Renault, which is the largest shareholder of Nissan, tumbled as much as 2.6 percent initially, before recouping some of those losses.
Hiroto Saikawa, 64, said last year he and other officials at the carmaker will take a voluntary pay cut after the car inspection crisis led to a vehicle recall in Japan and a reduction in its profit forecast. Nissan halted vehicle registrations in Japan after its inspection process was deemed faulty by the government.
Workers not authorized to certify vehicles approved the final inspection at the very end of assembly lines and that process may have dated back to 1979 at its Tochigi plant, according to a report last year from Nissan and a third-party law firm it assigned to investigate.
Last year, Kobe Steel Ltd. said it sold products that failed quality control tests to over 500 companies.

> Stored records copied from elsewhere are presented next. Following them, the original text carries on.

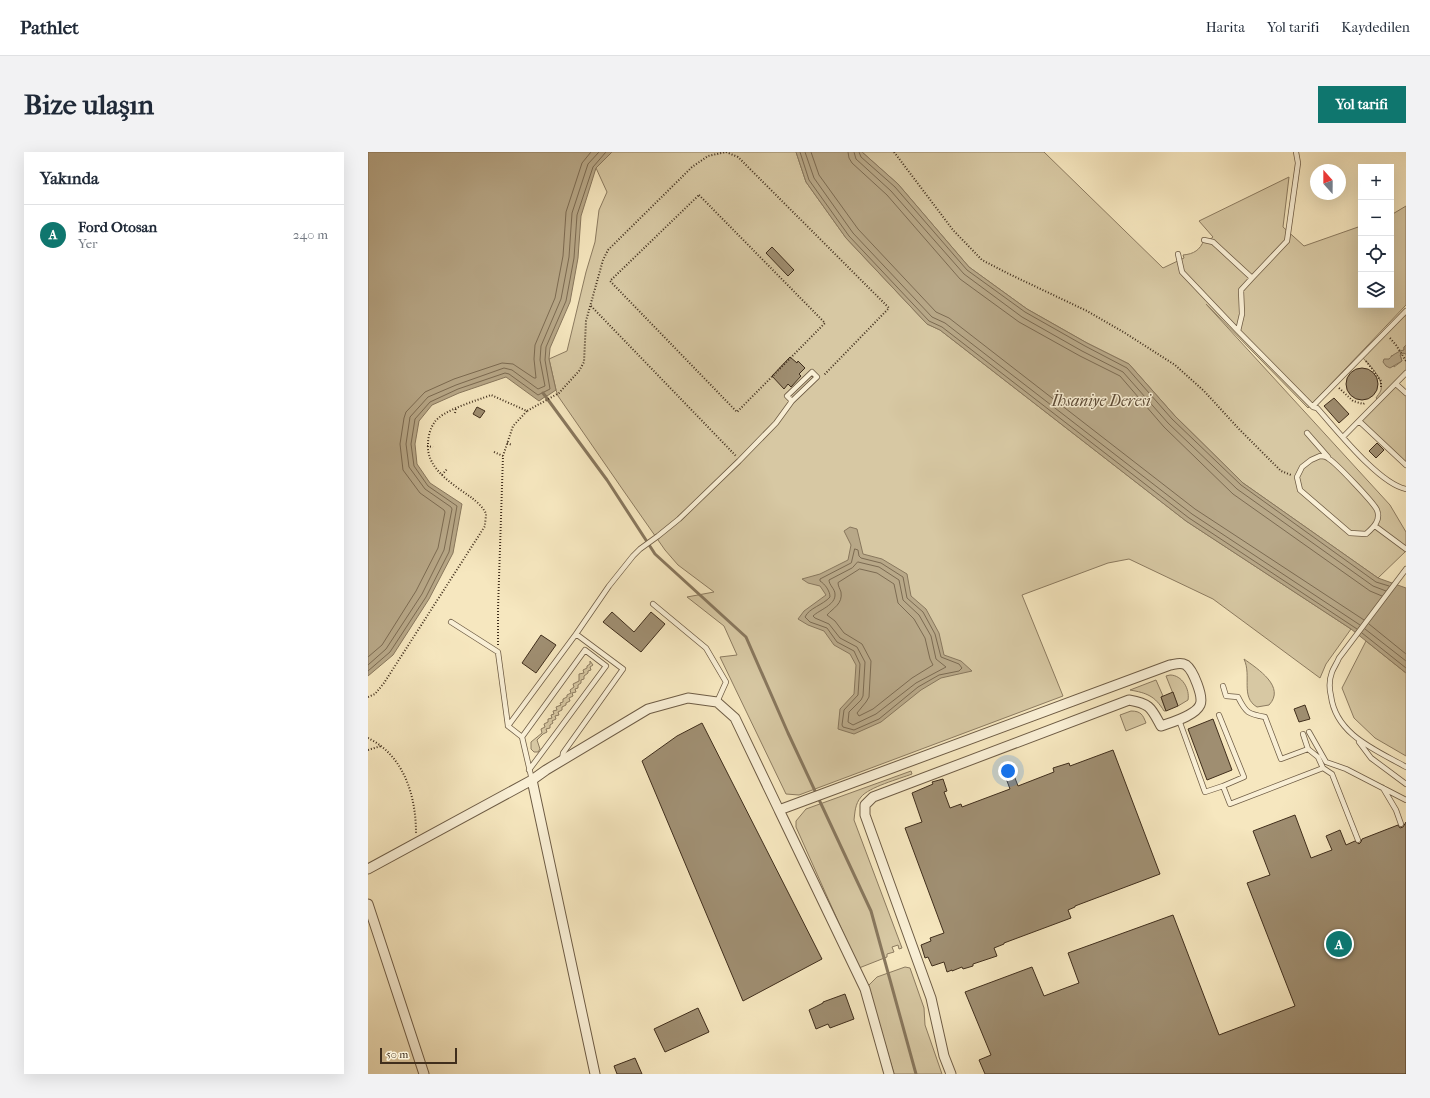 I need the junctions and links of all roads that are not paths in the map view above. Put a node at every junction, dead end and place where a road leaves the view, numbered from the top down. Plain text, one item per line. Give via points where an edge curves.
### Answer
1 (1296, 152) edge
2 (1204, 240) dead end
3 (1178, 254) dead end
4 (1252, 278) junction
5 (1406, 311) edge
6 (1238, 331) junction
7 (1406, 373) edge
8 (817, 377) road end
9 (1396, 384) junction
10 (1406, 393) edge
11 (1313, 406) junction
12 (1359, 421) junction
13 (1307, 433) dead end
14 (1343, 437) junction
15 (1329, 458) junction
16 (1406, 466) edge
17 (1406, 489) edge
18 (1375, 526) junction
19 (1406, 549) edge
20 (1406, 568) edge
21 (653, 604) dead end
22 (452, 622) dead end
23 (576, 634) junction
24 (1223, 686) dead end
25 (717, 702) junction
26 (1219, 715) dead end
27 (1179, 720) junction
28 (508, 726) junction
29 (1309, 732) dead end
30 (1303, 734) dead end
31 (522, 737) junction
32 (1358, 740) junction
33 (1308, 749) junction
34 (562, 760) junction
35 (1406, 767) edge
36 (1323, 768) junction
37 (529, 770) junction
38 (532, 780) junction
39 (1406, 784) edge
40 (1223, 786) junction
41 (1383, 788) junction
42 (1406, 800) edge
43 (779, 810) junction
44 (1401, 824) dead end
45 (1358, 840) dead end
46 (368, 869) edge
47 (368, 904) edge
48 (424, 1074) edge
49 (596, 1074) edge
50 (889, 1074) edge
51 (951, 1074) edge

1 - 4 lane via 1298,163 1287,241
2 - 4 lane via 1213,242
3 - 6 lane via 1182,272
4 - 6 lane via 1241,290 1242,314
5 - 11 lane
6 - 11 lane
7 - 9 lane
8 - 23 lane via 792,401 776,423 740,460 679,518 640,549 609,586
9 - 10 lane
9 - 12 lane
11 - 14 lane
12 - 14 lane
12 - 16 lane
13 - 15 lane
14 - 17 lane via 1386,480
15 - 18 lane via 1376,509
15 - 18 lane via 1320,456 1302,467 1297,478 1300,490 1350,533 1366,534
18 - 19 lane
20 - 32 lane via 1332,672 1329,686 1332,706 1338,719
21 - 25 lane via 706,648 726,682
22 - 28 lane via 498,652
23 - 28 lane
23 - 34 lane via 623,668 562,753
24 - 33 lane via 1226,696 1238,697 1250,715 1265,717 1281,759
25 - 34 street via 688,698 648,709
25 - 43 street via 735,718
26 - 40 lane via 1244,778
27 - 40 lane via 1205,792
27 - 43 street via 1195,711 1202,698 1191,671 1180,663 1163,667
27 - 51 street via 1161,726 1152,708 1142,702 1129,700 873,797 865,805 865,815 932,998 944,1056
28 - 31 lane
29 - 41 lane via 1326,762
30 - 33 lane
31 - 37 lane
31 - 37 lane via 585,650 606,666
32 - 35 lane
32 - 39 lane via 1371,758
33 - 36 lane via 1318,756
34 - 38 street
36 - 40 lane via 1230,804
36 - 45 lane via 1332,774
37 - 38 lane
38 - 46 street
38 - 49 street
41 - 42 lane
41 - 44 lane
43 - 50 street via 865,989
47 - 48 street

Subaru, which admitted to manipulating emission data records to match mileage submitted to the government, was also embroiled in a similar controversy as Nissan’s. Yasuyuki Yoshinaga stepped down as Subaru CEO this year.
Nissan bailed out Mitsubishi Motors in 2016 after the company was caught falsifying mileage estimates for several of its vehicles. Suzuki Motor Corp. Chairman Osamu Suzuki ceded the role of CEO after the automaker admitted to using unapproved fuel-economy testing methods in 2016.